We started from Chennai on May 6th, 2023 to Delhi and then from Delhi to Kathmandu. From Kathmandu, we drove four hours to Ramechhap. From there, we took a flight to Lukla which seems to be the world’s most dangerous airport because of its small runway. We got into a plane which could seat only 10 people and there were only 8 people in our group, so we had the whole plane to ourselves.

Though many people find the Lukla flight take-off dangerous, I found the flight exciting. From Lukla we started our Trek to Phakding which was a four hour walk. This was probably the easiest day of the trek. The next day we went to Namche Bazar which was filled with shops and hotels.

It was easy to forget we were on a trek. We stayed in cosy tea houses and went to a German café where we drank some of the best hot chocolate that we had never tasted before. The next day was an acclimatisation day and we went to the Everest peak view point where we first saw Mt. Everest. But it wasn’t very clear as it was surrounded by clouds and there were many other mountains that were closer and seemed taller.

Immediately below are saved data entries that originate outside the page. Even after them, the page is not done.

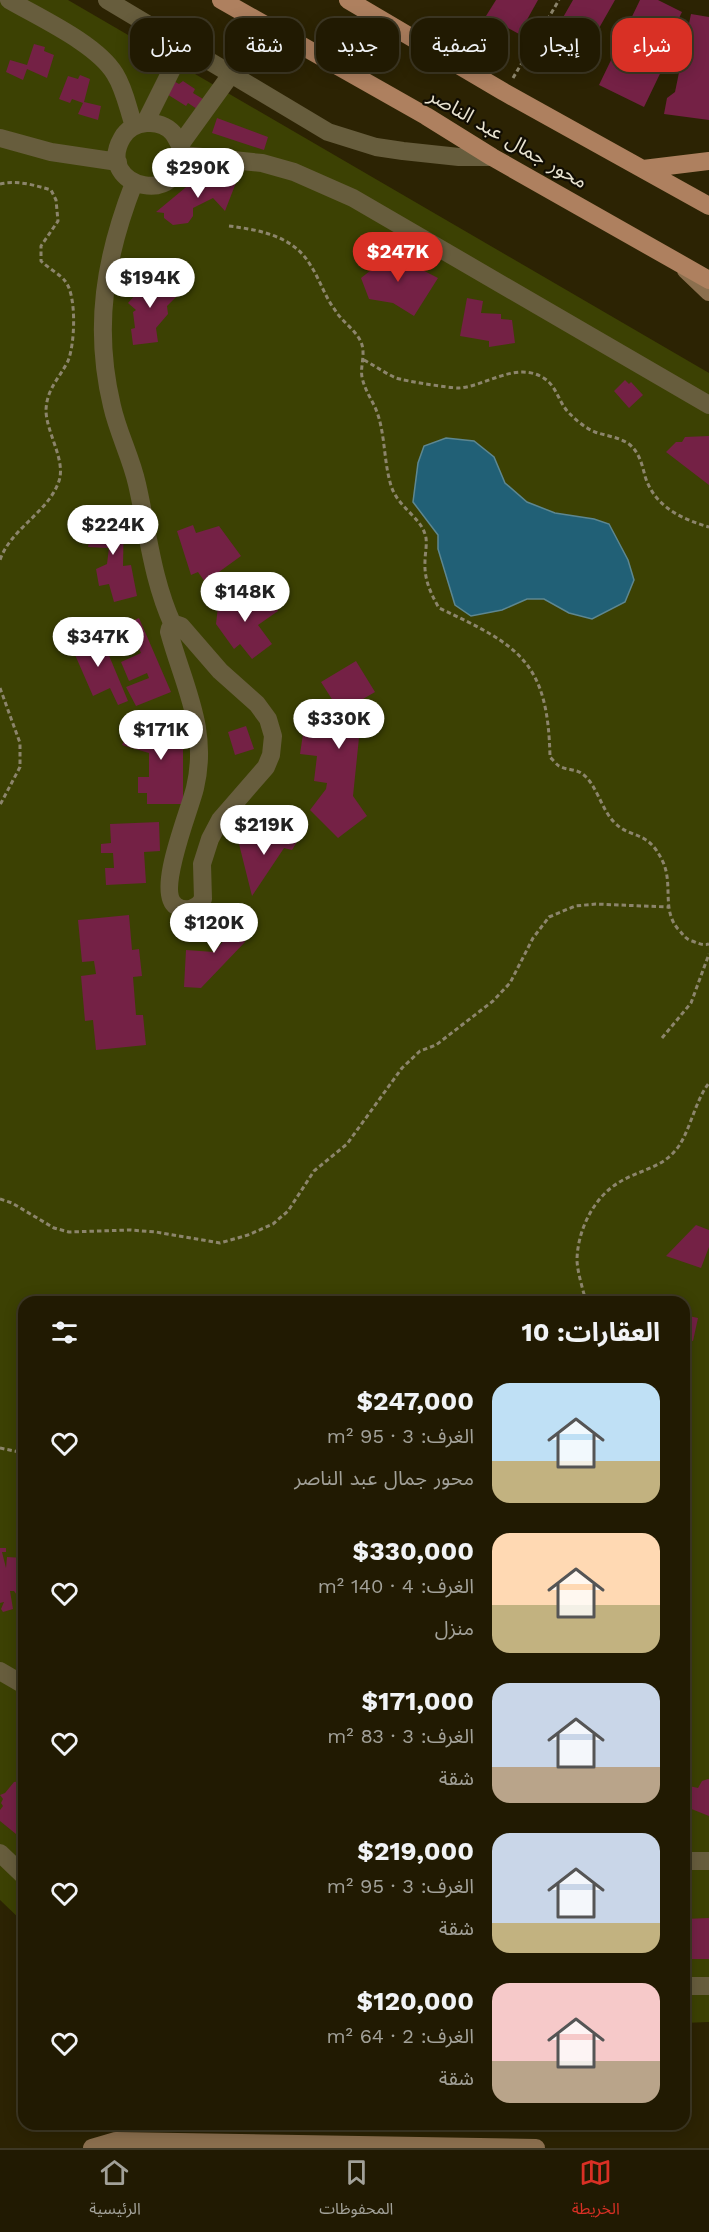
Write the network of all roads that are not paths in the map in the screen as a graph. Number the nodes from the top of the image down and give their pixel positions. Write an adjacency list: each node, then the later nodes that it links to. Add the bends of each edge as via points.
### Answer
1 (9, 0): 9 (street, via 104,60)
2 (107, 0): 5 (street)
3 (221, 0): 12 (main road, محور جمال عبد الناصر)
4 (348, 0): 15 (main road, محور جمال عبد الناصر)
5 (138, 18)
6 (213, 62): 8 (street)
7 (169, 72): 9 (street)
8 (232, 73): 11 (street); 12 (street, via 308,122 347,139 427,155)
9 (140, 124): 11 (street, via 160,124 173,132); 14 (street, via 123,135 117,148)
10 (2, 141): 14 (street)
11 (181, 150): 16 (street, via 179,168 171,179 160,186); 21 (street, via 294,172 353,198)
12 (492, 157): 18 (main road, محور جمال عبد الناصر)
13 (709, 161): 15 (main road)
14 (118, 162): 16 (street)
15 (643, 169): 17 (main road, محور جمال عبد الناصر)
16 (134, 183): 22 (street, via 114,236 106,275 106,371 117,426 137,484 153,570)
17 (709, 206)
18 (676, 261): 19 (main road, محور جمال عبد الناصر); 20 (street)
19 (709, 280)
20 (709, 292)
21 (709, 405)
22 (173, 625): 22 (street, via 170,632 196,715 201,755 169,884 174,904 188,909 197,907 203,899 202,864 210,839 220,820 266,767 273,736 268,719 257,704 220,671 181,626)
23 (0, 1671): 24 (street)
24 (18, 1682)
25 (0, 1853): 28 (street)
26 (690, 1861): 27 (street)
27 (709, 1861)
28 (18, 1870)
29 (690, 1986): 30 (street)
30 (709, 1986)
31 (92, 2148): 32 (street, via 116,2141 140,2141)
32 (536, 2148)

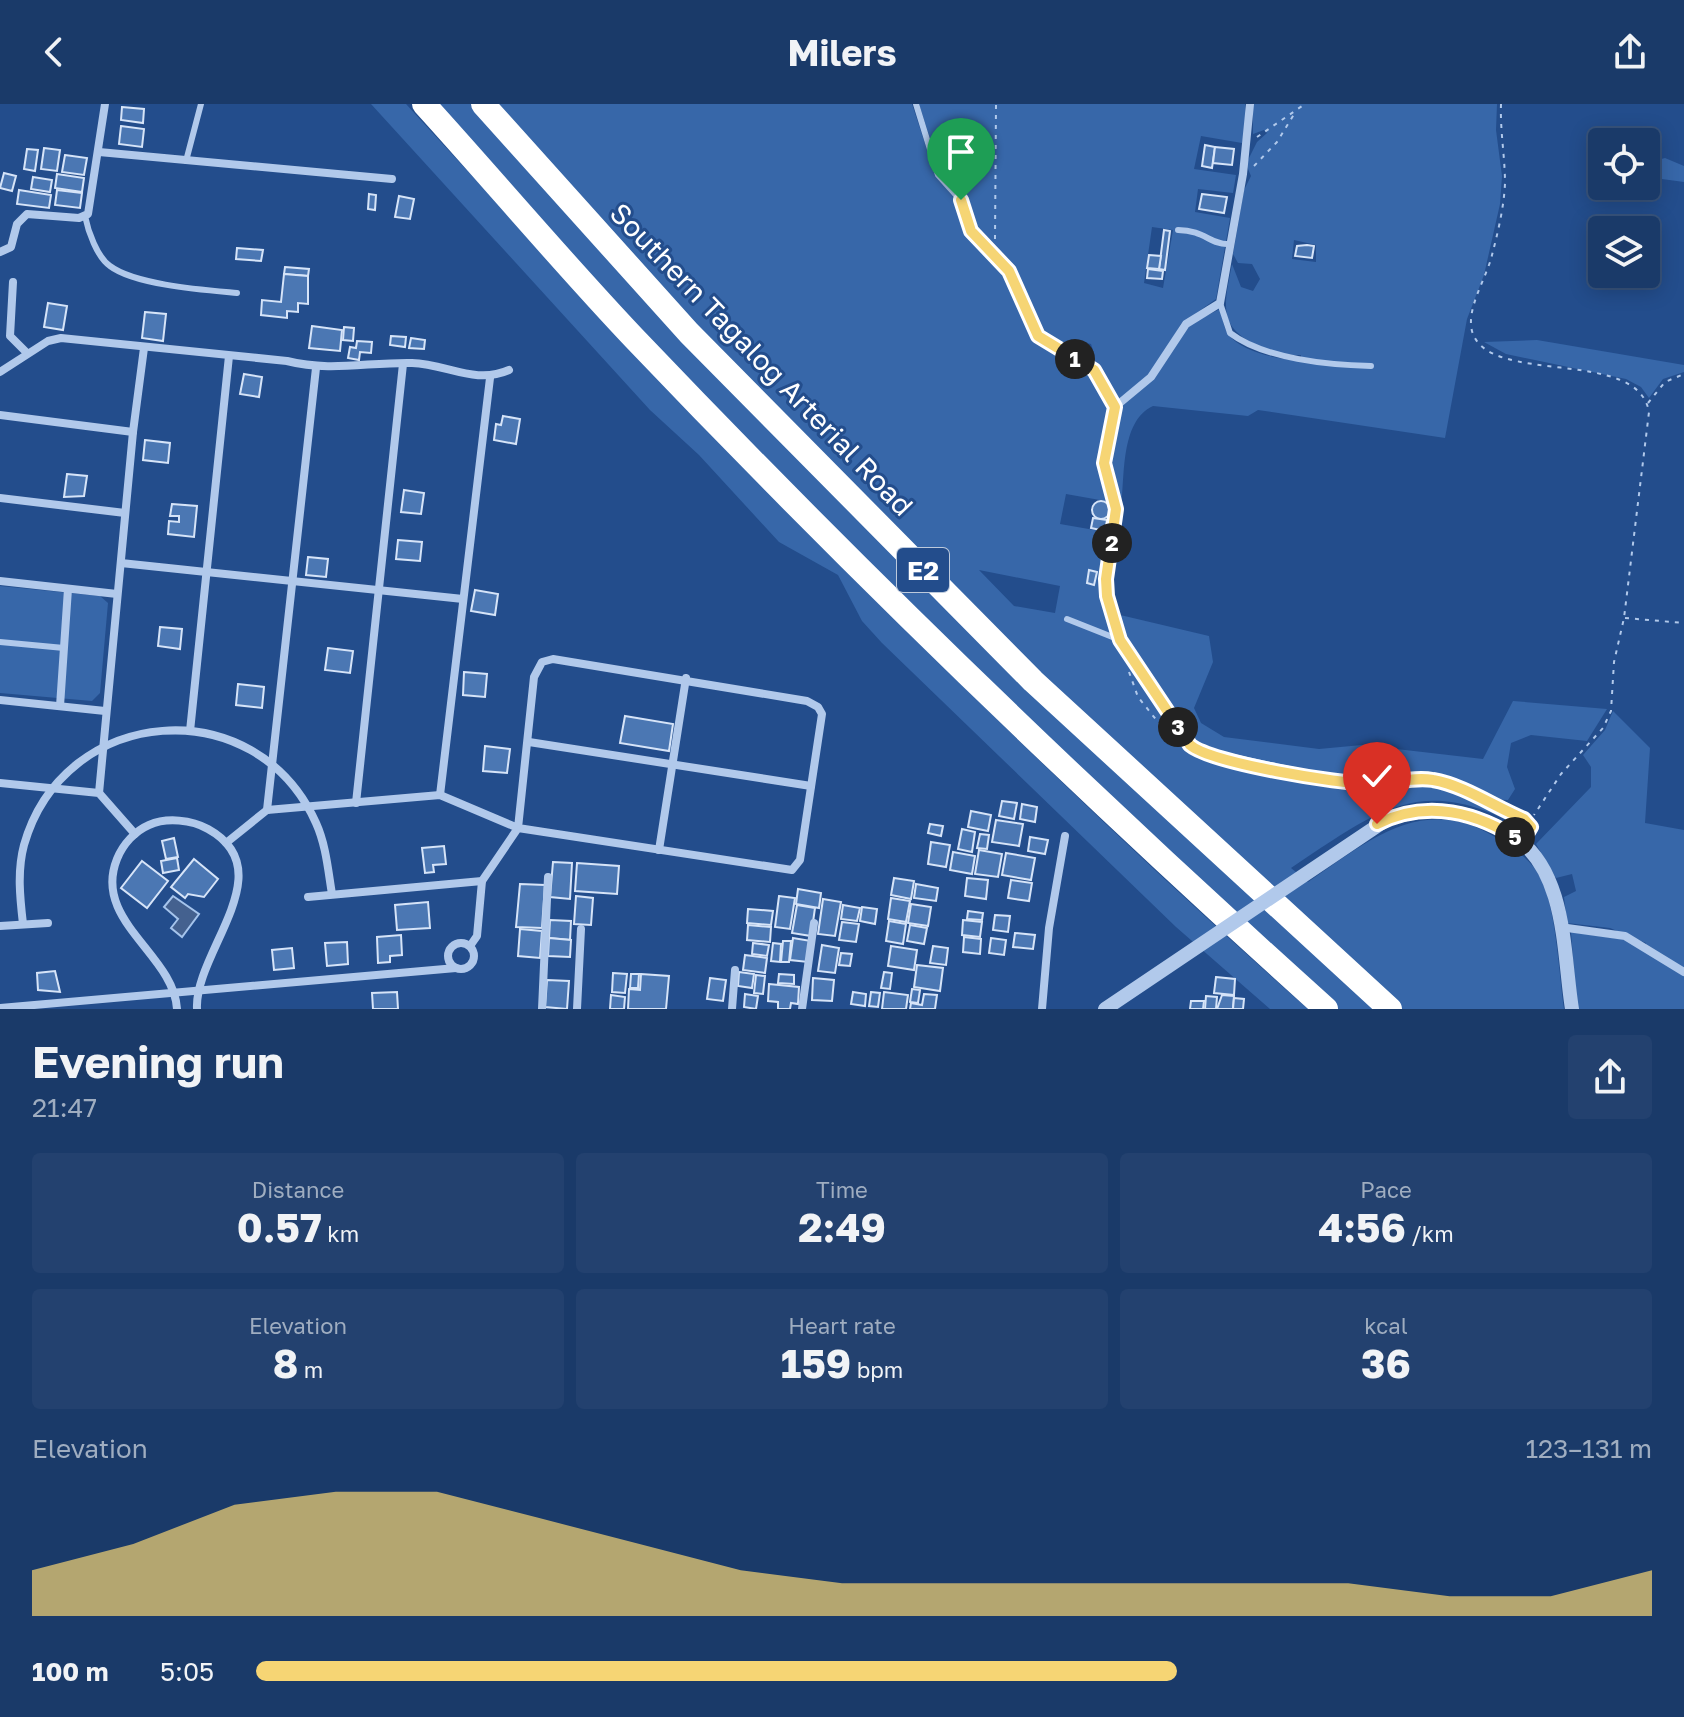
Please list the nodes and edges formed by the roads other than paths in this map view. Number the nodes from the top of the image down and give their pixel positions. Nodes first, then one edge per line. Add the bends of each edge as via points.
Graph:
1 (105, 104) edge
2 (201, 104) edge
3 (424, 104) edge
4 (483, 104) edge
5 (916, 104) edge
6 (1250, 104) edge
7 (99, 152) junction
8 (186, 161) junction
9 (392, 179) dead end
10 (85, 216) junction
11 (1178, 230) dead end
12 (1228, 244) junction
13 (0, 252) edge
14 (999, 256) joint
15 (13, 282) dead end
16 (237, 293) dead end
17 (1220, 303) junction
18 (144, 348) junction
19 (27, 353) junction
20 (229, 356) junction
21 (403, 364) junction
22 (1371, 366) dead end
23 (316, 368) junction
24 (509, 370) dead end
25 (0, 372) edge
26 (490, 378) junction
27 (1115, 407) junction
28 (0, 415) edge
29 (133, 432) junction
30 (0, 498) edge
31 (125, 513) junction
32 (121, 563) junction
33 (206, 571) junction
34 (294, 579) junction
35 (0, 581) edge
36 (68, 589) junction
37 (379, 589) junction
38 (117, 594) junction
39 (463, 599) junction
40 (1067, 619) dead end
41 (1120, 640) junction
42 (0, 642) edge
43 (64, 648) junction
44 (686, 678) junction
45 (0, 700) edge
46 (60, 706) junction
47 (105, 711) junction
48 (190, 731) junction
49 (529, 742) junction
50 (105, 744) junction
51 (673, 762) junction
52 (274, 766) junction
53 (0, 783) edge
54 (811, 786) junction
55 (56, 787) junction
56 (99, 793) junction
57 (440, 795) junction
58 (356, 803) junction
59 (309, 808) junction
60 (267, 810) junction
61 (518, 828) junction
62 (135, 834) junction
63 (1065, 836) dead end
64 (1518, 840) junction
65 (226, 843) junction
66 (659, 850) junction
67 (548, 877) dead end
68 (482, 881) junction
69 (332, 894) junction
70 (308, 897) dead end
71 (48, 923) dead end
72 (814, 923) dead end
73 (23, 924) junction
74 (0, 926) edge
75 (1560, 927) junction
76 (581, 929) dead end
77 (470, 946) junction
78 (456, 968) junction
79 (735, 970) dead end
80 (1684, 972) edge
81 (196, 988) junction
82 (176, 990) junction
83 (0, 1008) edge
84 (177, 1009) edge
85 (197, 1009) edge
86 (542, 1009) edge
87 (577, 1009) edge
88 (732, 1009) edge
89 (802, 1009) edge
90 (1042, 1009) edge
91 (1105, 1009) edge
92 (1326, 1009) edge
93 (1390, 1009) edge
94 (1572, 1009) edge

1 - 7 street
2 - 8 lane
3 - 92 highway, E2 via 631,335 895,603 1089,793
4 - 93 highway, Southern Tagalog Arterial Road / E2 via 689,333 1033,681
5 - 14 lane via 938,175 964,204 971,231
6 - 12 street via 1249,139
7 - 8 street
7 - 10 street via 92,203
8 - 9 street
10 - 13 street via 25,215 11,247
10 - 16 lane via 111,267 176,286
11 - 12 lane via 1202,232 1216,244
12 - 17 street
14 - 27 street via 1038,336 1094,370
15 - 19 street via 10,336
17 - 22 lane via 1230,333 1262,350 1280,357
17 - 27 street via 1186,324 1151,377
18 - 19 street via 61,338
18 - 20 street
18 - 29 street
19 - 25 street
20 - 23 street
20 - 33 street
21 - 23 street
21 - 26 street
21 - 37 street
23 - 34 street
24 - 26 street
26 - 39 street
27 - 41 street via 1104,463 1116,509 1106,579
28 - 29 street
29 - 31 street
30 - 31 street
31 - 32 street
32 - 33 street
32 - 38 street
33 - 34 street
33 - 48 street
34 - 37 street
34 - 52 street
35 - 36 street
36 - 38 street
36 - 43 street
37 - 39 street
37 - 58 street
38 - 47 street
39 - 57 street
40 - 41 lane
41 - 64 street via 1184,737 1200,751 1350,783 1439,781 1530,823 1530,830
42 - 43 lane
43 - 46 street
44 - 49 street via 553,659 542,662 534,677
44 - 51 street
44 - 54 street via 818,707 822,720
45 - 46 street
46 - 47 street
47 - 50 street
48 - 50 street via 135,733
48 - 52 street via 234,741
49 - 51 street
49 - 61 street
50 - 55 street
50 - 56 street
51 - 54 street
51 - 66 street
52 - 59 street
52 - 60 street
53 - 55 street
54 - 66 street via 800,860 792,870
55 - 56 street
55 - 73 street via 23,848
56 - 62 street
57 - 58 street
57 - 61 street
58 - 59 street
59 - 60 street
59 - 69 street via 325,848
60 - 65 street
61 - 66 street
61 - 68 street
62 - 65 street via 159,822 186,821
62 - 82 street via 118,856 113,895
63 - 90 street
64 - 75 street via 1550,880
64 - 91 street, bridge via 1454,811 1413,812 1386,820
65 - 81 street via 236,865 239,892
67 - 86 street
68 - 69 street
68 - 77 street via 477,936
69 - 70 street
71 - 73 street
72 - 89 street
73 - 74 street
75 - 80 street via 1625,936
75 - 94 street
76 - 87 street
77 - 78 street via 474,961
77 - 78 street via 458,943 449,950
78 - 81 street
79 - 88 street
81 - 82 street
81 - 85 street
82 - 83 street
82 - 84 street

The next two days were much easier as we travelled from Namche to Tengboche and from Tengboche to Dingboche. We took a day off from the trek to get acclimated at Dingboche. On the following day we found the trek really hard as it got colder due to high altitude. It was raining and snowing by the time we reached Lobuche.

The last day we got ready to see EBC. It was the most difficult part of our Trek as it took forever to reach EBC. We dropped off our luggage in Gorak Shep before we headed to EBC. It was dark by the time we made it back to Gorak Shep.

We were supposed to trek to Kaalapathar but it was too cold and we stayed back. It was a surprise for us when the helicopter we boarded took us to Kaalapathar and we had the best view of Mount Everest from Kaalapathar.

Our helicopter took us back to Lukla Airport. We travelled back to Kathmandu through Ramechhap and we returned back home (Chennai) through Mumbai.

In this Trek, I enjoyed the best mountain views of Nepal Taboche, Everest, Lhotse and Ama Dablam.